The Yakima, one of the ferries to Orcas.

How to get there

First, you need to figure out transportation. Luckily, the journey to Orcas is one of the best parts of the getaway.

An orange sunset reflecting on clear water, separated from it by a body of land in the distance.
Sunset ferry ride views.

By sea

The most popular option is the ferry system. From Seattle, drive about 90 minutes north to the small town of Anacortes. From here, you’ll board the ferry with your vehicle (an added bonus is that you’ll have your car for transportation once you’ve arrived). With air-conditioned indoor seating, wide open-air decks and ocean views, the Orcas Island vacation begins with the journey, rather than the destination. Turn your travel day into a scenic activity by booking a sunset ferry; just bring a blanket and snacks, watch the sun dip below the horizon. Gazing at the starry sky above the Puget Sound is the perfect start—or end—to your adventure.

Peak-season round-trip fares are about $15 per person, and $75 for a car with a driver. Tickets can be purchased online or at the terminal, but if you’re traveling with a vehicle, it’s smart to reserve a spot ahead of time, especially in the summer months. The ferries are also great for island-hopping, given that eastbound inter-island rides are free. 

A seaplane at a dock in the middle of a large body of water, surrounded by green hills.
A seaplane landing at the dock of The Rosario.

By air

For the seasick or time-pressed, there are direct routes via small commercial planes from Seattle straight to Orcas Island. There are daily scheduled flights with San Juan Airlines from Anacortes, Bellingham and Seattle-Tacoma International, but those looking for a more unique (albeit pricier) experience should check out the scenic seaplane flights from Seattle offered by Kenmore Air and Friday Harbor Seaplanes.

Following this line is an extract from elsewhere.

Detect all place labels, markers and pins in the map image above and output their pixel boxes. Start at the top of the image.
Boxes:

Landing strips are found in Deer Harbor, Eastsound and Westsound, as well as right on the waterfront of the Rosario Resort and Spa—talk about arriving with a splash.

Where to stay

The side of a mansion next to white lawn chairs on grass looking out over a body of water.
The Rosario Resort and Spa.

The Rosario Resort and Spa

1400 Rosario Road, Eastsound, WA, 98245

For those craving the full resort experience, look no further than Rosario. The waterfront property is home to three restaurants (the upscale Mansion Restaurant, the Moran Lounge and the more casual dockside Cascade Bay Grill—come on summer Saturday nights for live music), as well as three pools, a spa, a museum and a general store, plus a marina complete with whale watching, kayaking and day sailing. Rosario also benefits from a great location: it’s right outside Moran State Park, and a steep but short trail leads straight from the back of the property to Cascade Lake. While the resort is centered around the historic Moran Mansion, accommodations are spread throughout the 82-acre property, from the bayside and harborside rooms across the water to hillside accommodations, as well as two private suites. 

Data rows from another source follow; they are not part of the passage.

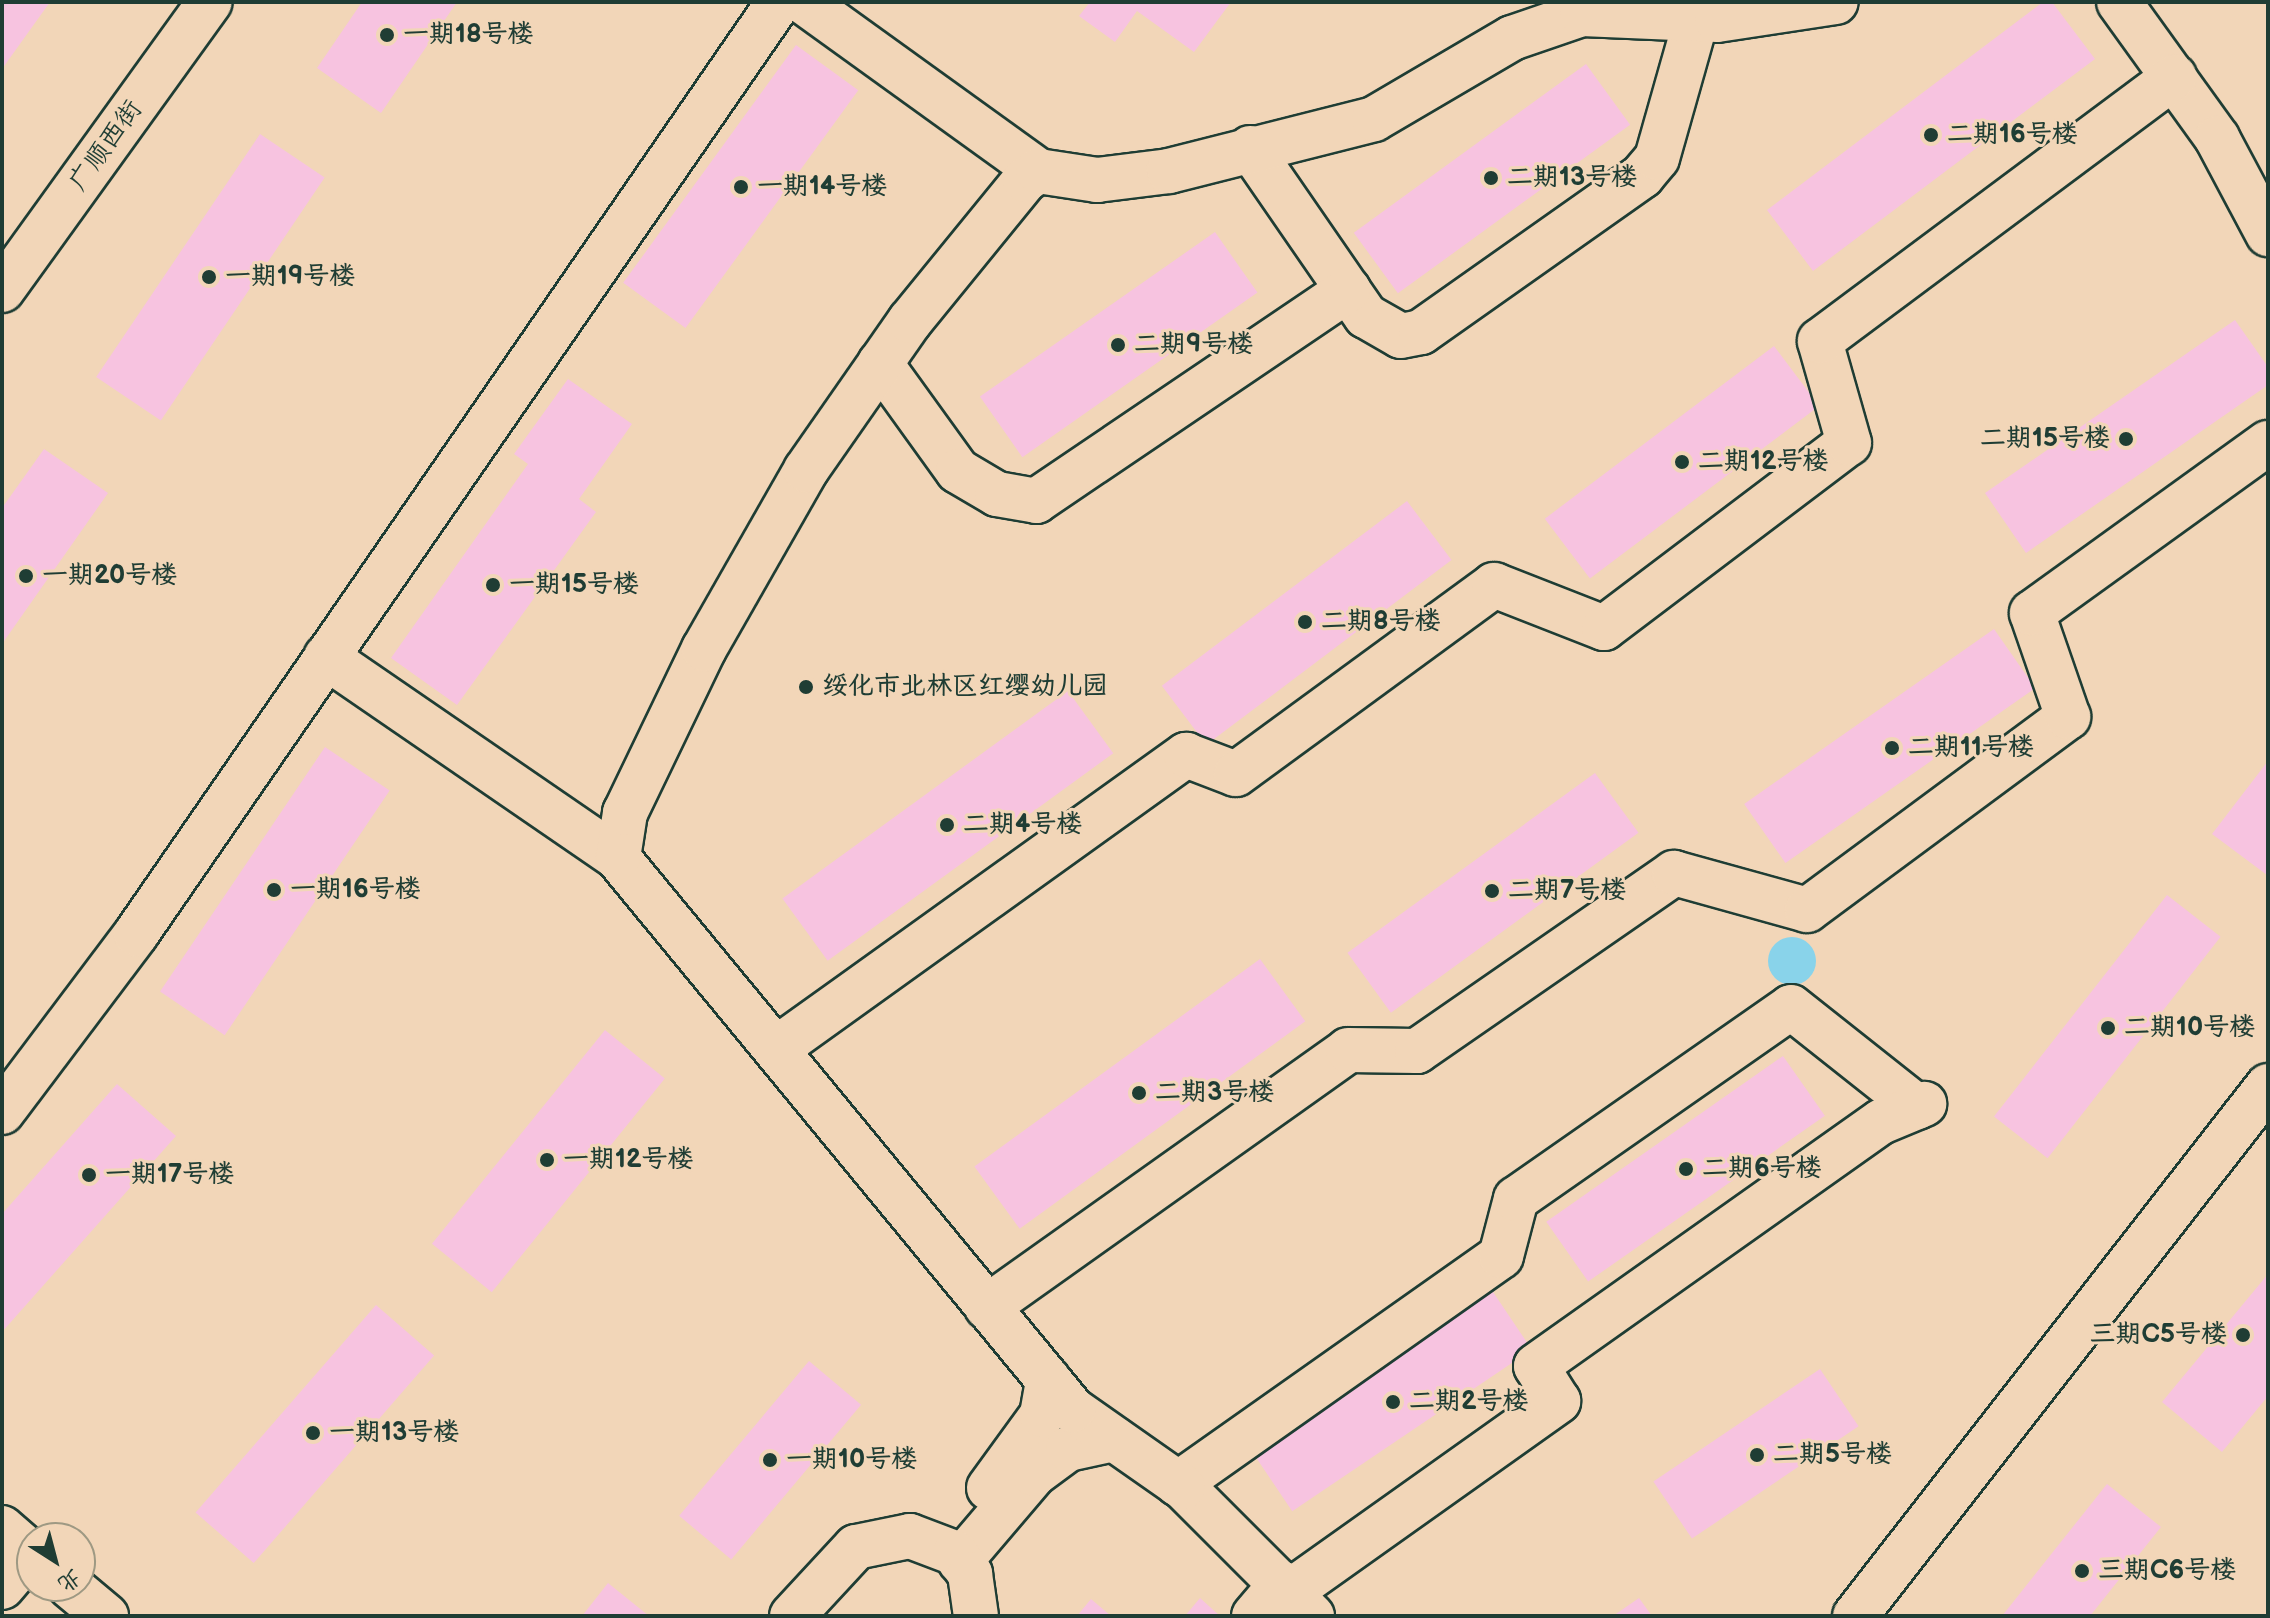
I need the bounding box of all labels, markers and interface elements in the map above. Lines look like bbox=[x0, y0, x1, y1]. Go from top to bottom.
place label: 一期18号楼 bbox=[403, 19, 534, 51]
marker: 一期18号楼 bbox=[378, 26, 396, 44]
street label: 广顺西街 bbox=[63, 95, 149, 197]
place label: 二期16号楼 bbox=[1947, 119, 2078, 151]
marker: 二期16号楼 bbox=[1922, 126, 1940, 144]
place label: 二期13号楼 bbox=[1507, 162, 1637, 194]
marker: 二期13号楼 bbox=[1482, 169, 1500, 187]
place label: 一期14号楼 bbox=[757, 171, 887, 203]
marker: 一期14号楼 bbox=[732, 178, 750, 196]
place label: 一期19号楼 bbox=[225, 261, 355, 293]
marker: 一期19号楼 bbox=[200, 268, 218, 286]
place label: 二期9号楼 bbox=[1134, 329, 1253, 361]
marker: 二期9号楼 bbox=[1109, 336, 1127, 354]
place label: 二期15号楼 bbox=[1980, 423, 2110, 455]
marker: 二期15号楼 bbox=[2117, 430, 2135, 448]
place label: 二期12号楼 bbox=[1698, 446, 1829, 478]
marker: 二期12号楼 bbox=[1673, 453, 1691, 471]
place label: 一期20号楼 bbox=[42, 560, 177, 592]
marker: 一期20号楼 bbox=[17, 567, 35, 585]
place label: 一期15号楼 bbox=[509, 569, 639, 601]
marker: 一期15号楼 bbox=[484, 576, 502, 594]
place label: 二期8号楼 bbox=[1321, 606, 1441, 638]
marker: 二期8号楼 bbox=[1296, 613, 1314, 631]
place label: 绥化市北林区红缨幼儿园 bbox=[822, 671, 1108, 703]
marker: 绥化市北林区红缨幼儿园 bbox=[797, 678, 815, 696]
place label: 二期11号楼 bbox=[1908, 732, 2034, 764]
marker: 二期11号楼 bbox=[1883, 739, 1901, 757]
place label: 二期4号楼 bbox=[963, 809, 1082, 841]
marker: 二期4号楼 bbox=[938, 816, 956, 834]
place label: 一期16号楼 bbox=[290, 874, 421, 906]
place label: 二期7号楼 bbox=[1508, 875, 1626, 907]
marker: 一期16号楼 bbox=[265, 881, 283, 899]
marker: 二期7号楼 bbox=[1483, 882, 1501, 900]
place label: 二期10号楼 bbox=[2124, 1012, 2255, 1044]
marker: 二期10号楼 bbox=[2099, 1019, 2117, 1037]
place label: 二期3号楼 bbox=[1155, 1077, 1274, 1109]
marker: 二期3号楼 bbox=[1130, 1084, 1148, 1102]
place label: 一期12号楼 bbox=[563, 1144, 694, 1176]
marker: 一期12号楼 bbox=[538, 1151, 556, 1169]
place label: 二期6号楼 bbox=[1702, 1153, 1822, 1185]
place label: 一期17号楼 bbox=[105, 1159, 234, 1191]
marker: 二期6号楼 bbox=[1677, 1160, 1695, 1178]
marker: 一期17号楼 bbox=[80, 1166, 98, 1184]
place label: 三期C5号楼 bbox=[2090, 1319, 2227, 1351]
marker: 三期C5号楼 bbox=[2234, 1326, 2252, 1344]
place label: 二期2号楼 bbox=[1409, 1386, 1529, 1418]
marker: 二期2号楼 bbox=[1384, 1393, 1402, 1411]
place label: 一期13号楼 bbox=[329, 1417, 459, 1449]
marker: 一期13号楼 bbox=[304, 1424, 322, 1442]
place label: 二期5号楼 bbox=[1773, 1439, 1892, 1471]
place label: 一期10号楼 bbox=[786, 1444, 917, 1476]
marker: 二期5号楼 bbox=[1748, 1446, 1766, 1464]
marker: 一期10号楼 bbox=[761, 1451, 779, 1469]
north arrow bbox=[16, 1522, 96, 1602]
place label: 三期C6号楼 bbox=[2098, 1555, 2236, 1587]
marker: 三期C6号楼 bbox=[2073, 1562, 2091, 1580]
text: 北 bbox=[52, 1563, 86, 1598]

For those looking to spend a little less, it’s also possible to rent one of the “residences,” which were previously owned by the Rosario but are now privately managed as Airbnbs. These give you the same views and easy access to the resort’s grounds and amenities. There’s also the added bonus of getting local tips; on a recent stay, our host told us everything about the island, including the best restaurants (and the best times to go), the most reliable whale watching vendors and detailed accounts of every hike—it was the perfect insider’s guide to Orcas.

A sign reading: Doe Bay Resort & Retreat.
Doe Bay Resort & Retreat.

Doe Bay Resort & Retreat

107 Doe Bay Rd Olga, WA 98279

For a more rustic resort experience, try the Doe Bay Resort and Retreat. The 38-acre waterfront property is ideal for a serene, laid-back getaway, with soaking tubs, saunas, yoga classes and kayaking, plus a panoramic view of the Rosario Strait. Accommodations include private cabins, yurts, campsites and a deluxe bespoke treehouse. Their seed-to-table restaurant, the Doe Bay Cafe, even has live music on the weekends.

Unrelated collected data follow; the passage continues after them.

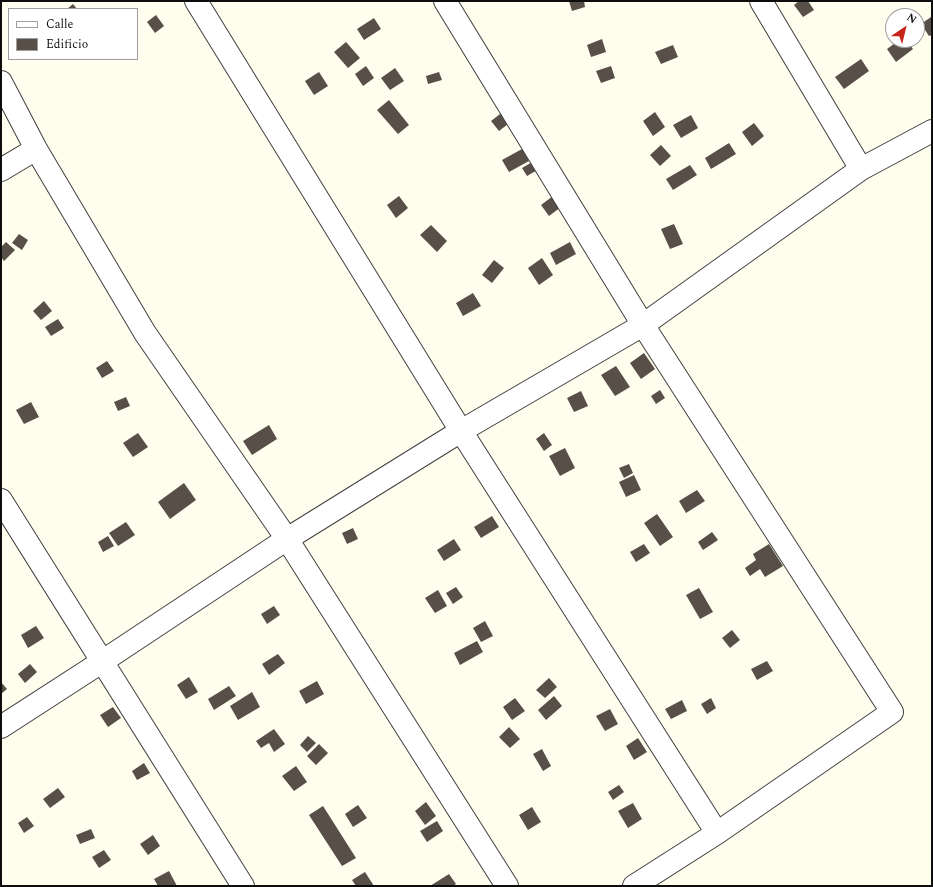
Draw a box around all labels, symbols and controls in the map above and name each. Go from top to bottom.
legend [8,8,138,60]
north arrow [885,8,925,48]
text: N [903,9,920,28]
text: Calle [46,15,73,34]
text: Edificio [46,35,88,54]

Small houses overlooking a body of water and islands across the way.
Water‘s Edge suites at the Outlook Inn. Outlook Inn.

Outlook Inn

171 Main St, Eastsound, WA 98245

Outlook Inn boasts a prime location right in the heart of Eastsound, Orcas’ biggest town. The property offers a full acre of gardens, a quality restaurant in New Leaf Cafe, as well as its own chapel. Every room is equipped with a private balcony—if possible, try to snag one of the waterfront Water’s Edge suites; the beachside access is unparalleled.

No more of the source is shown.